EXERCISE REQUIREMENTS - Find every line in the records below that holds the word "dead", and copy it out.

BEGIN ENTRIES SUPPLIED

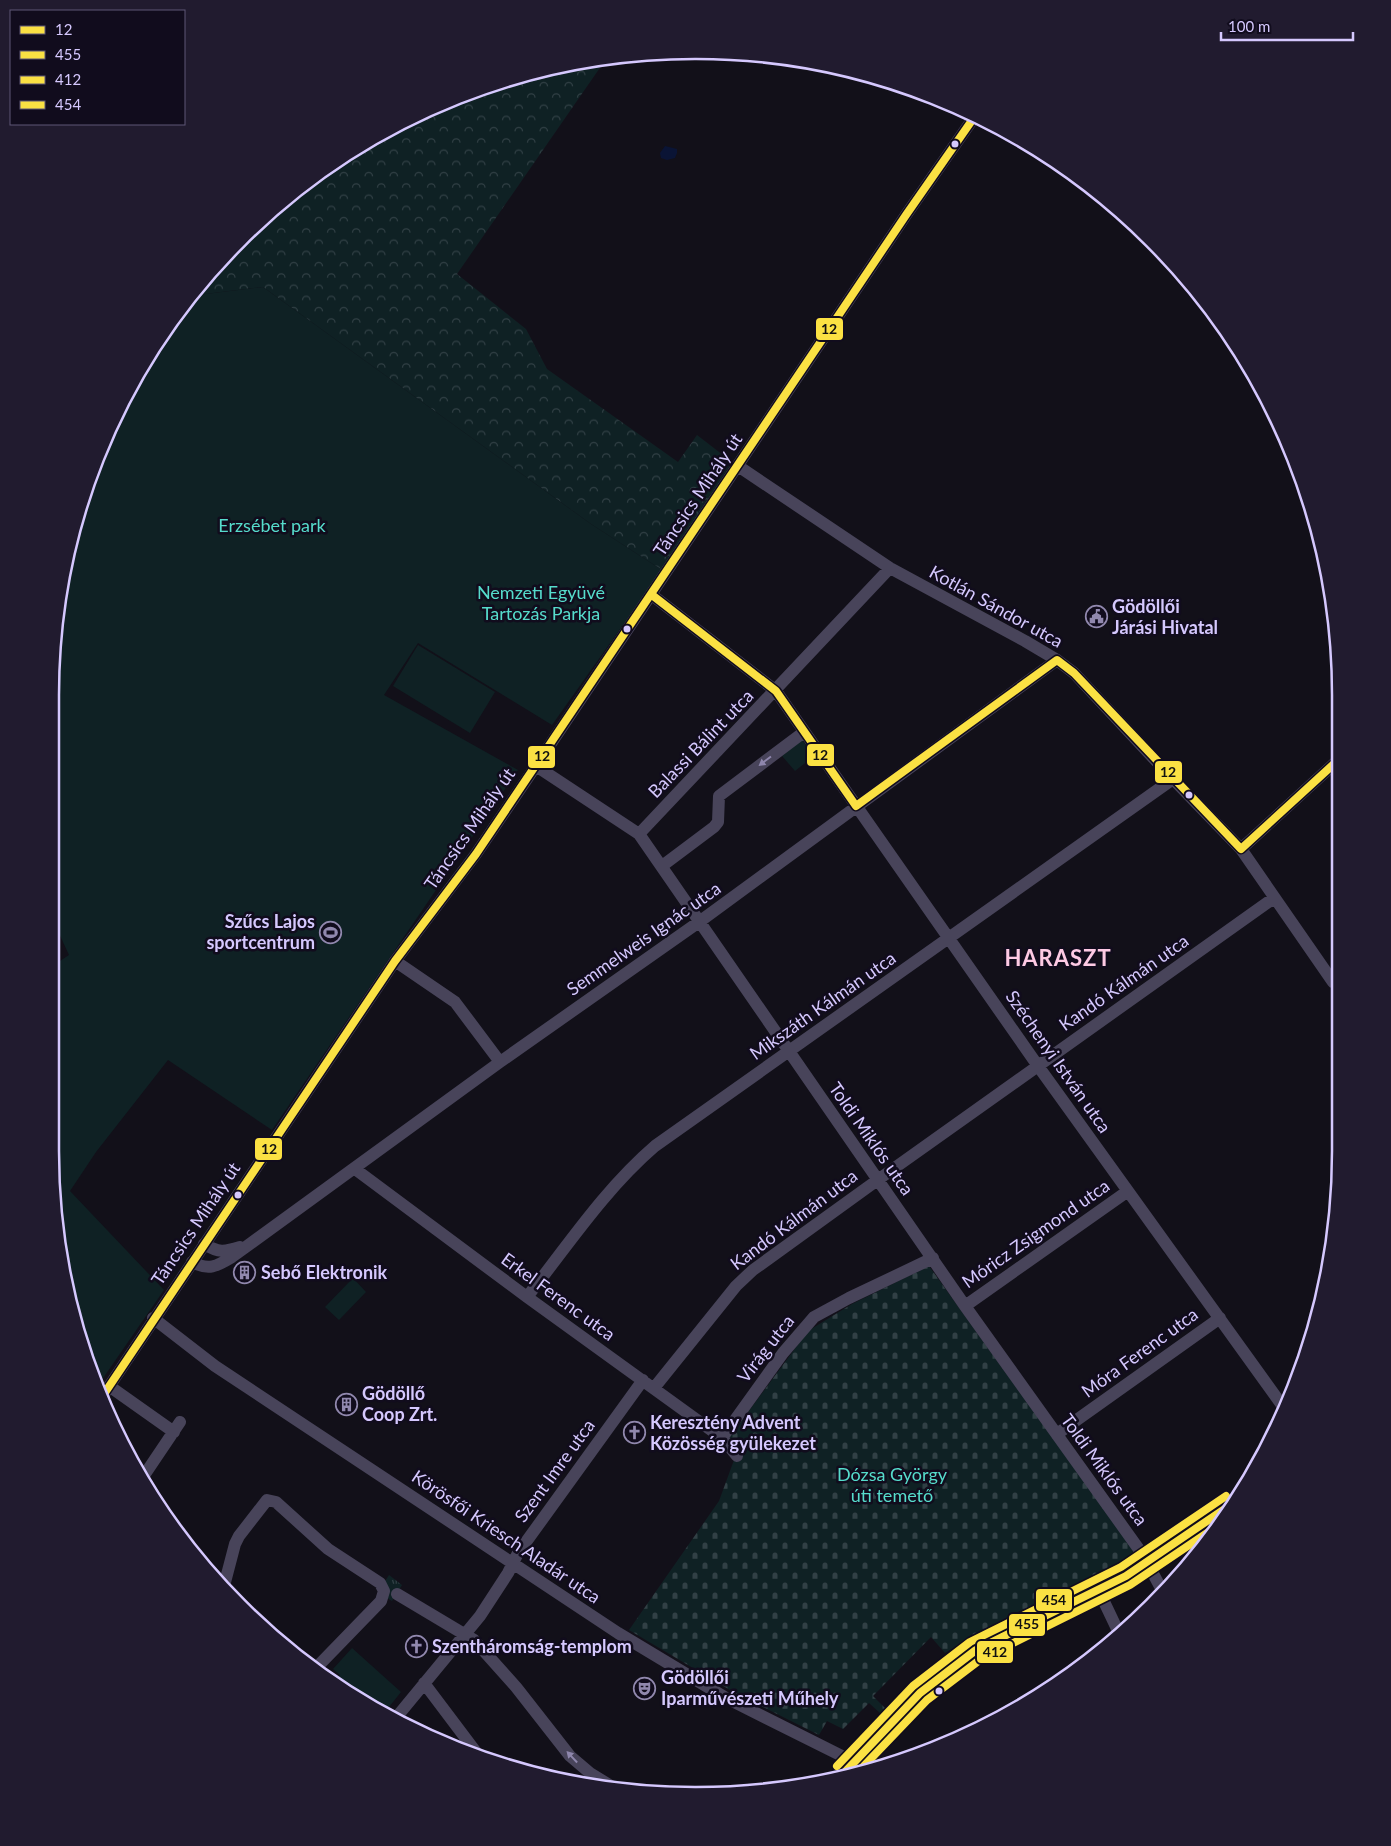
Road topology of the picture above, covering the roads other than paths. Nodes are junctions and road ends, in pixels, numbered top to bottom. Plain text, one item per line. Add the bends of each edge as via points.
1 (971, 121) edge
2 (738, 466) junction
3 (890, 568) junction
4 (652, 595) junction
5 (1057, 660) junction
6 (776, 691) junction
7 (804, 732) junction
8 (536, 766) junction
9 (1332, 766) edge
10 (1173, 779) junction
11 (856, 806) junction
12 (639, 834) junction
13 (1241, 849) junction
14 (662, 866) junction
15 (1274, 898) junction
16 (700, 922) junction
17 (949, 939) junction
18 (395, 961) junction
19 (1332, 982) dead end
20 (788, 1052) junction
21 (500, 1062) junction
22 (1038, 1066) junction
23 (355, 1169) junction
24 (879, 1179) junction
25 (1128, 1191) junction
26 (204, 1244) junction
27 (250, 1244) junction
28 (933, 1258) junction
29 (192, 1262) junction
30 (528, 1297) junction
31 (965, 1306) junction
32 (153, 1318) junction
33 (1220, 1318) junction
34 (642, 1380) junction
35 (654, 1388) junction
36 (106, 1390) edge
37 (1280, 1403) edge
38 (1057, 1434) junction
39 (722, 1438) junction
40 (736, 1456) dead end
41 (146, 1472) edge
42 (1218, 1514) edge
43 (513, 1562) junction
44 (1148, 1563) junction
45 (226, 1580) edge
46 (1159, 1586) edge
47 (1099, 1591) junction
48 (397, 1594) dead end
49 (1116, 1628) edge
50 (466, 1634) junction
51 (320, 1664) edge
52 (424, 1683) junction
53 (400, 1714) edge
54 (471, 1746) edge
55 (855, 1767) edge
56 (852, 1768) edge
57 (602, 1780) edge

1 - 2 street, Táncsics Mihály út
2 - 3 street, Kotlán Sándor utca
2 - 4 street, Táncsics Mihály út
3 - 5 street, Kotlán Sándor utca
3 - 6 street, Balassi Bálint utca
4 - 6 street, Széchenyi István utca
4 - 8 street, Táncsics Mihály út
5 - 10 street, Kotlán Sándor utca via 1074,673
5 - 11 street, Semmelweis Ignác utca
6 - 7 street, Széchenyi István utca
6 - 12 street, Balassi Bálint utca
7 - 11 street, Széchenyi István utca
7 -> 14 street via 719,796 718,822 714,827
8 - 12 street, Toldi Miklós utca
8 - 18 street, Táncsics Mihály út via 476,854
9 - 13 street
10 - 13 street, Kotlán Sándor utca
10 - 17 street, Mikszáth Kálmán utca
11 - 16 street, Semmelweis Ignác utca
11 - 17 street, Széchenyi István utca
12 - 14 street, Toldi Miklós utca
13 - 15 street, Kotlán Sándor utca
14 - 16 street, Toldi Miklós utca
15 - 19 street, Kotlán Sándor utca
15 - 22 street, Kandó Kálmán utca
16 - 20 street, Toldi Miklós utca
16 - 21 street, Semmelweis Ignác utca
17 - 20 street, Mikszáth Kálmán utca
17 - 22 street, Széchenyi István utca
18 - 21 street via 455,1002
18 - 26 street, Táncsics Mihály út
20 - 24 street, Toldi Miklós utca
20 - 30 street, Mikszáth Kálmán utca via 633,1165
21 - 23 street, Semmelweis Ignác utca
22 - 24 street, Kandó Kálmán utca
22 - 25 street, Széchenyi István utca
23 - 27 street, Semmelweis Ignác utca
23 - 30 street, Erkel Ferenc utca
24 - 28 street, Toldi Miklós utca
24 - 35 street, Kandó Kálmán utca via 745,1277
25 - 31 street, Móricz Zsigmond utca
25 - 33 street, Széchenyi István utca
26 - 27 street, Semmelweis Ignác utca via 221,1252
26 - 29 street, Táncsics Mihály út
27 - 29 street, Semmelweis Ignác utca via 213,1266 202,1267
28 - 31 street, Toldi Miklós utca
28 - 39 street, Virág utca via 814,1317 783,1353
29 - 32 street, Táncsics Mihály út
30 - 34 street, Erkel Ferenc utca
31 - 38 street, Toldi Miklós utca
32 - 36 street, Táncsics Mihály út
32 - 43 street, Körösfői Kriesch Aladár utca via 215,1366
33 - 37 street, Széchenyi István utca
33 - 38 street, Móra Ferenc utca
34 - 35 street, Erkel Ferenc utca
34 - 43 street, Szent Imre utca
35 - 39 street, Erkel Ferenc utca
36 - 41 street, Táncsics Mihály út via 177,1427
38 - 44 street, Toldi Miklós utca
39 - 40 street, Erkel Ferenc utca
42 - 44 main road
43 - 50 street, Szent Imre utca
43 - 56 street, Körösfői Kriesch Aladár utca via 660,1659 726,1698 844,1757
44 - 46 street, Toldi Miklós utca
44 - 47 main road
45 - 51 street via 239,1536 267,1500 276,1502 328,1549 380,1583 384,1591 381,1602
47 - 49 street
47 - 55 main road via 976,1650 957,1663 920,1693
48 - 50 street
50 - 52 street, Szent Imre utca
57 -> 50 street via 570,1756 516,1688
52 - 53 street, Szent Imre utca
52 - 54 street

END ENTRIES SUPPLIED

RESULT -
19 (1332, 982) dead end
40 (736, 1456) dead end
48 (397, 1594) dead end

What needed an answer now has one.